Records drawn from a dataset
· · · · ·

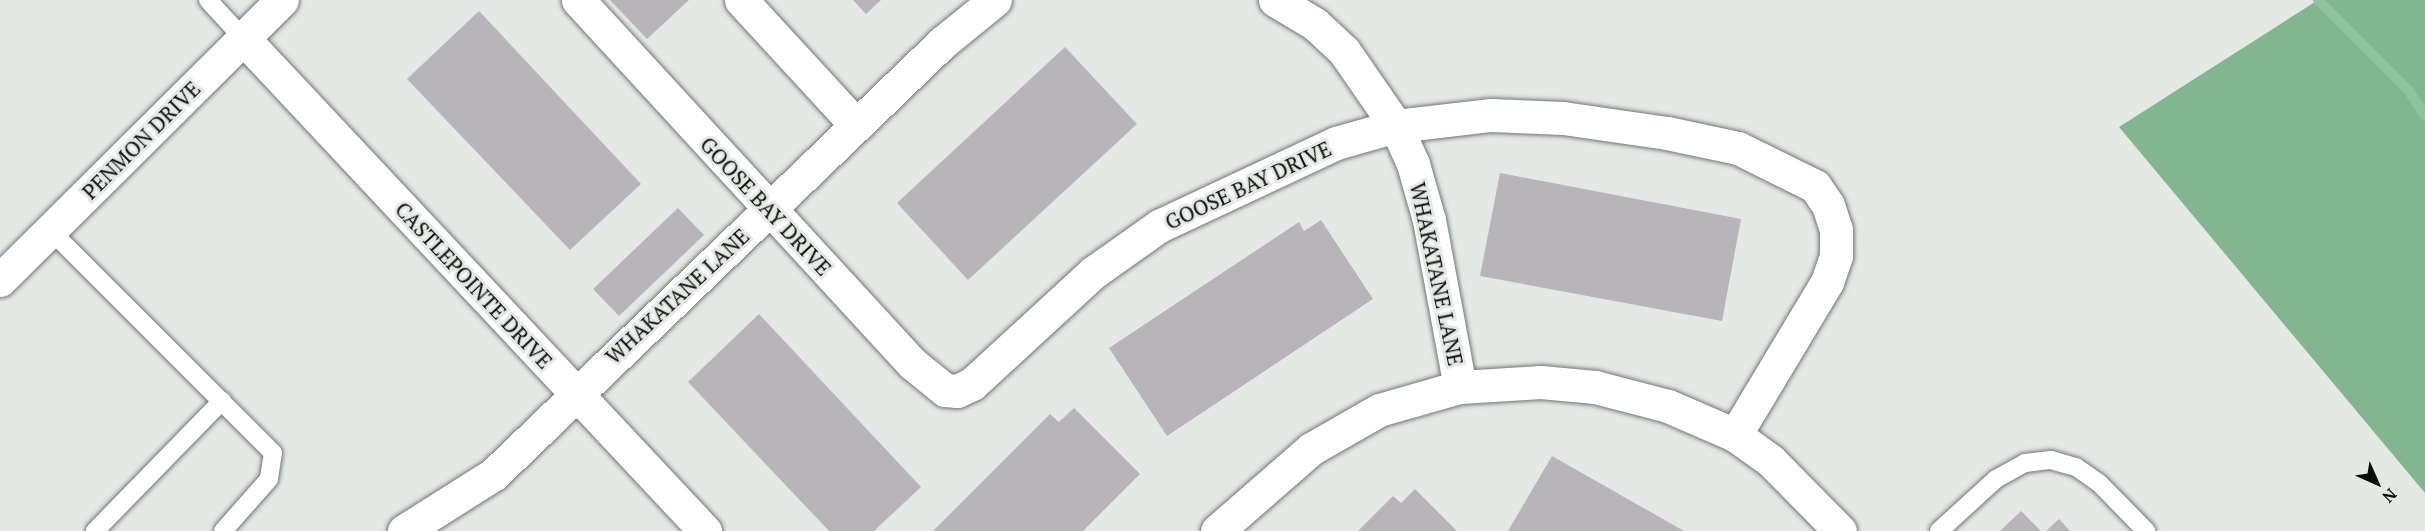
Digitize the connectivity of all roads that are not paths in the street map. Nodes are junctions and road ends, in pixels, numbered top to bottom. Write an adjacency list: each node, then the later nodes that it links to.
1 (208, 0): 7 (lane)
2 (282, 0): 7 (street, PENMON DRIVE)
3 (578, 0): 10 (street, GOOSE BAY DRIVE)
4 (741, 0): 8 (street)
5 (995, 0): 8 (street, WHAKATANE LANE)
6 (1275, 0): 9 (street, WHAKATANE LANE)
7 (243, 38): 11 (street, PENMON DRIVE); 14 (street, CASTLEPOINTE DRIVE)
8 (856, 125): 10 (street, WHAKATANE LANE)
9 (1396, 126): 10 (street, GOOSE BAY DRIVE); 13 (street, WHAKATANE LANE); 16 (street, GOOSE BAY DRIVE)
10 (769, 209): 14 (street, WHAKATANE LANE)
11 (50, 230): 12 (street, PENMON DRIVE); 15 (lane)
12 (0, 280)
13 (1460, 387): 16 (street); 21 (street)
14 (575, 393): 19 (street, WHAKATANE LANE); 20 (street, CASTLEPOINTE DRIVE)
15 (222, 401): 17 (lane); 18 (lane)
16 (1735, 435): 22 (street)
17 (94, 531)
18 (223, 531)
19 (404, 531)
20 (705, 531)
21 (1217, 531)
22 (1840, 531)
23 (1938, 531): 24 (lane)
24 (2146, 531)

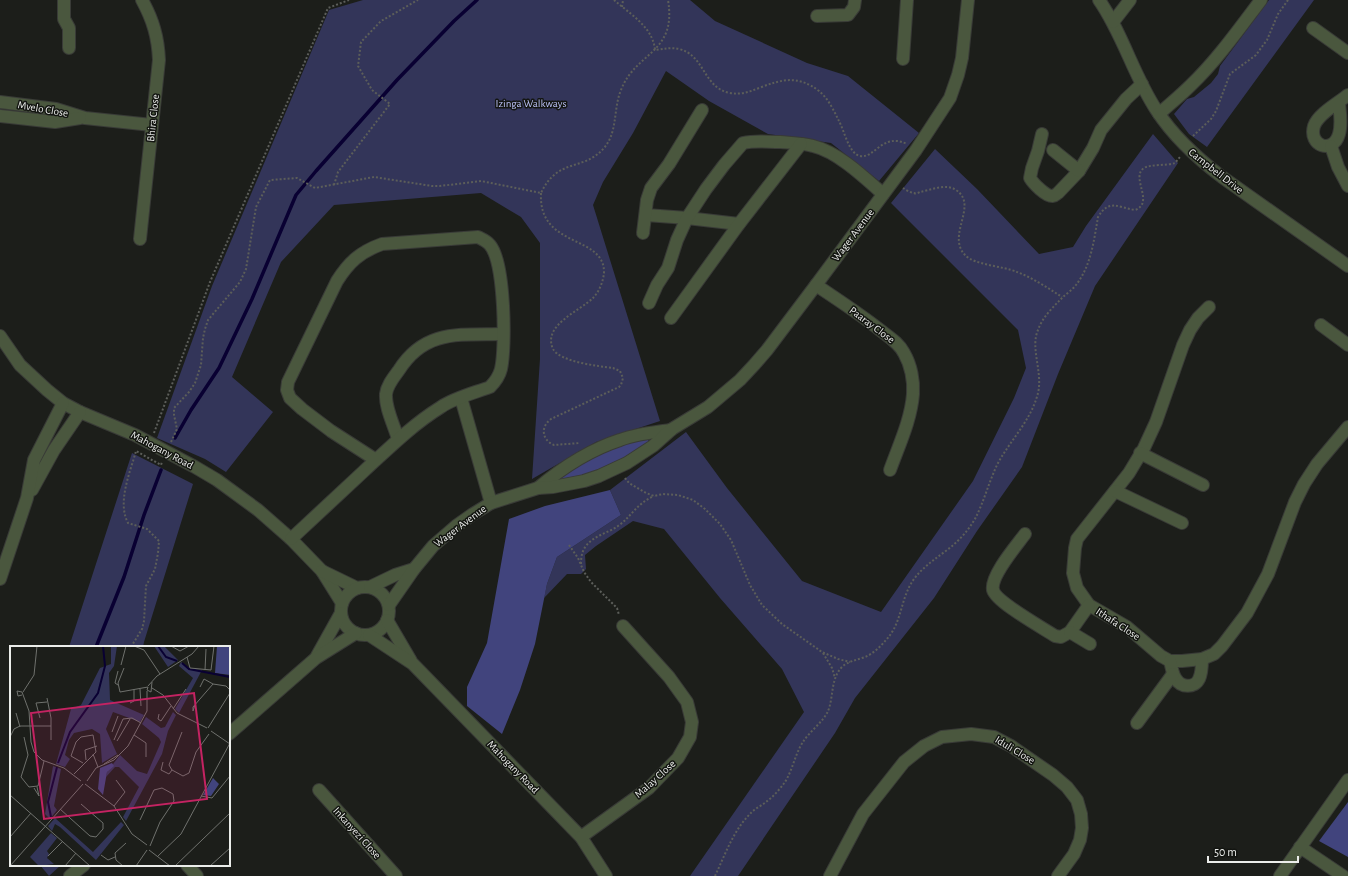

· · · · ·

* _PROMPT_
Please reproduce every record exactly, leaving the pictures out.

* _ANSWER TO THIS TASK_
Digitize the connectivity of all roads that are not paths in the street map. Nodes are junctions and road ends, in pixels, numbered top to bottom. Write an adjacency list: each node, then the later nodes that it links to.
1 (208, 0): 7 (lane)
2 (282, 0): 7 (street, PENMON DRIVE)
3 (578, 0): 10 (street, GOOSE BAY DRIVE)
4 (741, 0): 8 (street)
5 (995, 0): 8 (street, WHAKATANE LANE)
6 (1275, 0): 9 (street, WHAKATANE LANE)
7 (243, 38): 11 (street, PENMON DRIVE); 14 (street, CASTLEPOINTE DRIVE)
8 (856, 125): 10 (street, WHAKATANE LANE)
9 (1396, 126): 10 (street, GOOSE BAY DRIVE); 13 (street, WHAKATANE LANE); 16 (street, GOOSE BAY DRIVE)
10 (769, 209): 14 (street, WHAKATANE LANE)
11 (50, 230): 12 (street, PENMON DRIVE); 15 (lane)
12 (0, 280)
13 (1460, 387): 16 (street); 21 (street)
14 (575, 393): 19 (street, WHAKATANE LANE); 20 (street, CASTLEPOINTE DRIVE)
15 (222, 401): 17 (lane); 18 (lane)
16 (1735, 435): 22 (street)
17 (94, 531)
18 (223, 531)
19 (404, 531)
20 (705, 531)
21 (1217, 531)
22 (1840, 531)
23 (1938, 531): 24 (lane)
24 (2146, 531)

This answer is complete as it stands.